The Fund’s Board of Directors has determined that David B. Chemidlin is an “audit committee financial expert” and “independent,” as such terms are defined in Item 3 of Form N-CSR. This designation will not increase the designee’s duties, obligations or liability as compared to his duties, obligations and liability as a member of the Audit Committee and of the Board of Directors; nor will it reduce the responsibility of the other Audit Committee members.
In connection with the audit of the Fund’s financial statements for its fiscal year ended February 28, 2023, the Audit Committee received written disclosures and the letter required by Rule 3526 of the PCAOB from Ernst & Young LLP (“E&Y”), the Fund’s independent accountants, and discussed with E&Y certain matters required to be discussed under AS No. 1301. At a meeting held on April 26, 2023, the Audit Committee reviewed and discussed the audit of the Fund’s financial statements with Fund management and E&Y. The Audit Committee also discussed with E&Y their independence. Based upon these reviews and discussions, the Audit Committee recommended to the Board of Directors that the Fund’s audited financial statements be included in the Fund’s Annual Report to shareholders for the fiscal year ended February 28, 2023.
Activities carried out under the Audit Committee Charter include the pre-approval of (a) all auditing services to be provided to the Fund by the Fund’s independent accountants; (b) all non-audit services, including tax services, to be provided to the Fund by the Fund’s independent accountants in accordance with the Securities Exchange Act of 1934, as amended (the “1934 Act”); provided, however, that the pre-approval requirement with respect to the provision of non-audit services to the Fund by the Fund’s independent accountants may be waived by the Audit Committee under the circumstances described in the 1934 Act; and (c) non-audit services to be provided to the Fund’s manager (and any entity controlling, controlled by or under common control with the manager that provides ongoing services to the Fund) if the engagement relates directly to the operations and financial reporting of the Fund.
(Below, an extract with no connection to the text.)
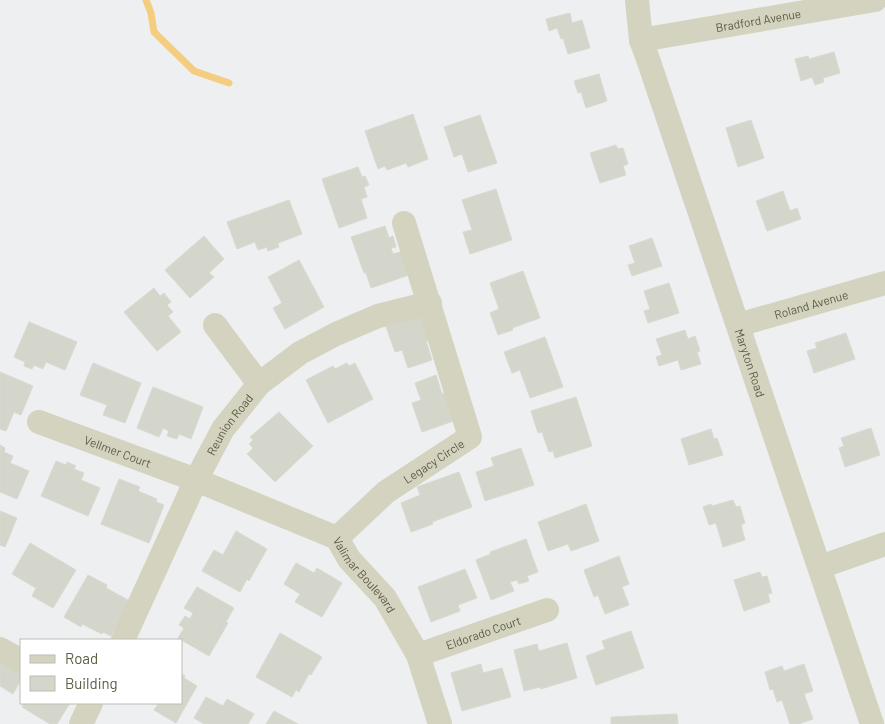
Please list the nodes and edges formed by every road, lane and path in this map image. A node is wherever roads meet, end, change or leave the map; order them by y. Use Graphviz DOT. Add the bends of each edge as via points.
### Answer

Nominating Committee; Consideration of Potential Director Nominees. The principal purpose of the Nominating Committee is to identify, evaluate, select, appoint or nominate candidates to fill vacancies among the Independent (i.e., non-interested) Directors of the Fund. The Nominating Committee is also responsible for nominating those Independent Directors to be included as nominees of the Board in the Fund’s proxy materials. It evaluates candidates’ qualifications for Board membership and, with respect to nominees for positions as Independent Directors, their independence from the Fund’s manager and its affiliates and other principal service providers. The Nominating Committee reviews periodically the size and composition of the Board of Directors as a whole and recommends, if necessary, measures to be taken so that the Board of Directors reflects the appropriate size, balance of knowledge, experience, skills, expertise and diversity required for the Board as a whole and contains at least the minimum number of independent directors required by the Investment Company Act and New York Stock Exchange listing standards. The Nominating Committee periodically reviews director compensation and will recommend any appropriate changes to the Board. Ms. MacHarg is the Chairperson of the Nominating Committee.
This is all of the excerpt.